- [WHAT IS REQUIRED]:
Restate the records exactly. Include all of them.

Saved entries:
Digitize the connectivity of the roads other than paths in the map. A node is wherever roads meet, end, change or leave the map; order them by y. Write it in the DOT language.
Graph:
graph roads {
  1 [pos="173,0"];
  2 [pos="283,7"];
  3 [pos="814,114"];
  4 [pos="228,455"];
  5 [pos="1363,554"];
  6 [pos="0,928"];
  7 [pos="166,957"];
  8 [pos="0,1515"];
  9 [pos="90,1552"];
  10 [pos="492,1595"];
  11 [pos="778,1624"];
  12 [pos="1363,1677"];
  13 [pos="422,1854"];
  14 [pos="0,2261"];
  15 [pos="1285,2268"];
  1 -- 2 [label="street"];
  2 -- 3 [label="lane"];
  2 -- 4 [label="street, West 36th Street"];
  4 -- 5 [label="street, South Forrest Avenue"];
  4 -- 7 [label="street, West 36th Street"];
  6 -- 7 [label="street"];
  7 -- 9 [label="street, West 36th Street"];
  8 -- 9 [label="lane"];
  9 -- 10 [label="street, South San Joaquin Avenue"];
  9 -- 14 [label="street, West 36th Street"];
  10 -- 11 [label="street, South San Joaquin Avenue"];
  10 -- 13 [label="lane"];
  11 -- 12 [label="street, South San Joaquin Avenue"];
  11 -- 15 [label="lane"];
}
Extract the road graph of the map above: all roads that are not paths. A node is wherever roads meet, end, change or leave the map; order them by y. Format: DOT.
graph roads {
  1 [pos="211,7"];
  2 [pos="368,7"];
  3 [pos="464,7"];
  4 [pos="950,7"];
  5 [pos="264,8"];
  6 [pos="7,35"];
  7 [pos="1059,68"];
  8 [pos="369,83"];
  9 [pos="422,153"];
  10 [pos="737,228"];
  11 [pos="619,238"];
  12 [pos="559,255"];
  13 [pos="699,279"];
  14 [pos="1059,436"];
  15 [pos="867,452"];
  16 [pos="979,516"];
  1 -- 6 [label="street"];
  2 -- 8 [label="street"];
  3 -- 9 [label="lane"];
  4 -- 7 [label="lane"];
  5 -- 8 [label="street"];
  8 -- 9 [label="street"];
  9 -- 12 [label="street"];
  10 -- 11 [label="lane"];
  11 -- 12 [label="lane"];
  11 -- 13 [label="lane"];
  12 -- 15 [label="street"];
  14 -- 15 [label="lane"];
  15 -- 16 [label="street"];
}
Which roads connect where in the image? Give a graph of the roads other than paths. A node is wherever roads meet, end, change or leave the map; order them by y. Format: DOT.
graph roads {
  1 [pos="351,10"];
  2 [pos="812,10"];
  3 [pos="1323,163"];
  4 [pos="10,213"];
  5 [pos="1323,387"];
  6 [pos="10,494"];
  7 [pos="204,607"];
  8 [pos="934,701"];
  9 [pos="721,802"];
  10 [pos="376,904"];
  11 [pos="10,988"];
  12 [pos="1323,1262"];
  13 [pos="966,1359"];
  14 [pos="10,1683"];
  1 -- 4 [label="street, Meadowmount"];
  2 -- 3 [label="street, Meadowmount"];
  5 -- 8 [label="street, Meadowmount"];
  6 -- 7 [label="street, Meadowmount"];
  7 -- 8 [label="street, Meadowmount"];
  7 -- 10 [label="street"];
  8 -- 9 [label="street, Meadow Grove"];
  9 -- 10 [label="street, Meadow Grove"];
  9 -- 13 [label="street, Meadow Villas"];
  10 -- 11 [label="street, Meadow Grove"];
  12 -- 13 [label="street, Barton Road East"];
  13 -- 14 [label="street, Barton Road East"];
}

- [RESPONSE TO THIS TASK]:
Digitize the connectivity of the roads other than paths in the map. A node is wherever roads meet, end, change or leave the map; order them by y. Write it in the DOT language.
Graph:
graph roads {
  1 [pos="173,0"];
  2 [pos="283,7"];
  3 [pos="814,114"];
  4 [pos="228,455"];
  5 [pos="1363,554"];
  6 [pos="0,928"];
  7 [pos="166,957"];
  8 [pos="0,1515"];
  9 [pos="90,1552"];
  10 [pos="492,1595"];
  11 [pos="778,1624"];
  12 [pos="1363,1677"];
  13 [pos="422,1854"];
  14 [pos="0,2261"];
  15 [pos="1285,2268"];
  1 -- 2 [label="street"];
  2 -- 3 [label="lane"];
  2 -- 4 [label="street, West 36th Street"];
  4 -- 5 [label="street, South Forrest Avenue"];
  4 -- 7 [label="street, West 36th Street"];
  6 -- 7 [label="street"];
  7 -- 9 [label="street, West 36th Street"];
  8 -- 9 [label="lane"];
  9 -- 10 [label="street, South San Joaquin Avenue"];
  9 -- 14 [label="street, West 36th Street"];
  10 -- 11 [label="street, South San Joaquin Avenue"];
  10 -- 13 [label="lane"];
  11 -- 12 [label="street, South San Joaquin Avenue"];
  11 -- 15 [label="lane"];
}
Extract the road graph of the map above: all roads that are not paths. A node is wherever roads meet, end, change or leave the map; order them by y. Format: DOT.
graph roads {
  1 [pos="211,7"];
  2 [pos="368,7"];
  3 [pos="464,7"];
  4 [pos="950,7"];
  5 [pos="264,8"];
  6 [pos="7,35"];
  7 [pos="1059,68"];
  8 [pos="369,83"];
  9 [pos="422,153"];
  10 [pos="737,228"];
  11 [pos="619,238"];
  12 [pos="559,255"];
  13 [pos="699,279"];
  14 [pos="1059,436"];
  15 [pos="867,452"];
  16 [pos="979,516"];
  1 -- 6 [label="street"];
  2 -- 8 [label="street"];
  3 -- 9 [label="lane"];
  4 -- 7 [label="lane"];
  5 -- 8 [label="street"];
  8 -- 9 [label="street"];
  9 -- 12 [label="street"];
  10 -- 11 [label="lane"];
  11 -- 12 [label="lane"];
  11 -- 13 [label="lane"];
  12 -- 15 [label="street"];
  14 -- 15 [label="lane"];
  15 -- 16 [label="street"];
}
Which roads connect where in the image? Give a graph of the roads other than paths. A node is wherever roads meet, end, change or leave the map; order them by y. Format: DOT.
graph roads {
  1 [pos="351,10"];
  2 [pos="812,10"];
  3 [pos="1323,163"];
  4 [pos="10,213"];
  5 [pos="1323,387"];
  6 [pos="10,494"];
  7 [pos="204,607"];
  8 [pos="934,701"];
  9 [pos="721,802"];
  10 [pos="376,904"];
  11 [pos="10,988"];
  12 [pos="1323,1262"];
  13 [pos="966,1359"];
  14 [pos="10,1683"];
  1 -- 4 [label="street, Meadowmount"];
  2 -- 3 [label="street, Meadowmount"];
  5 -- 8 [label="street, Meadowmount"];
  6 -- 7 [label="street, Meadowmount"];
  7 -- 8 [label="street, Meadowmount"];
  7 -- 10 [label="street"];
  8 -- 9 [label="street, Meadow Grove"];
  9 -- 10 [label="street, Meadow Grove"];
  9 -- 13 [label="street, Meadow Villas"];
  10 -- 11 [label="street, Meadow Grove"];
  12 -- 13 [label="street, Barton Road East"];
  13 -- 14 [label="street, Barton Road East"];
}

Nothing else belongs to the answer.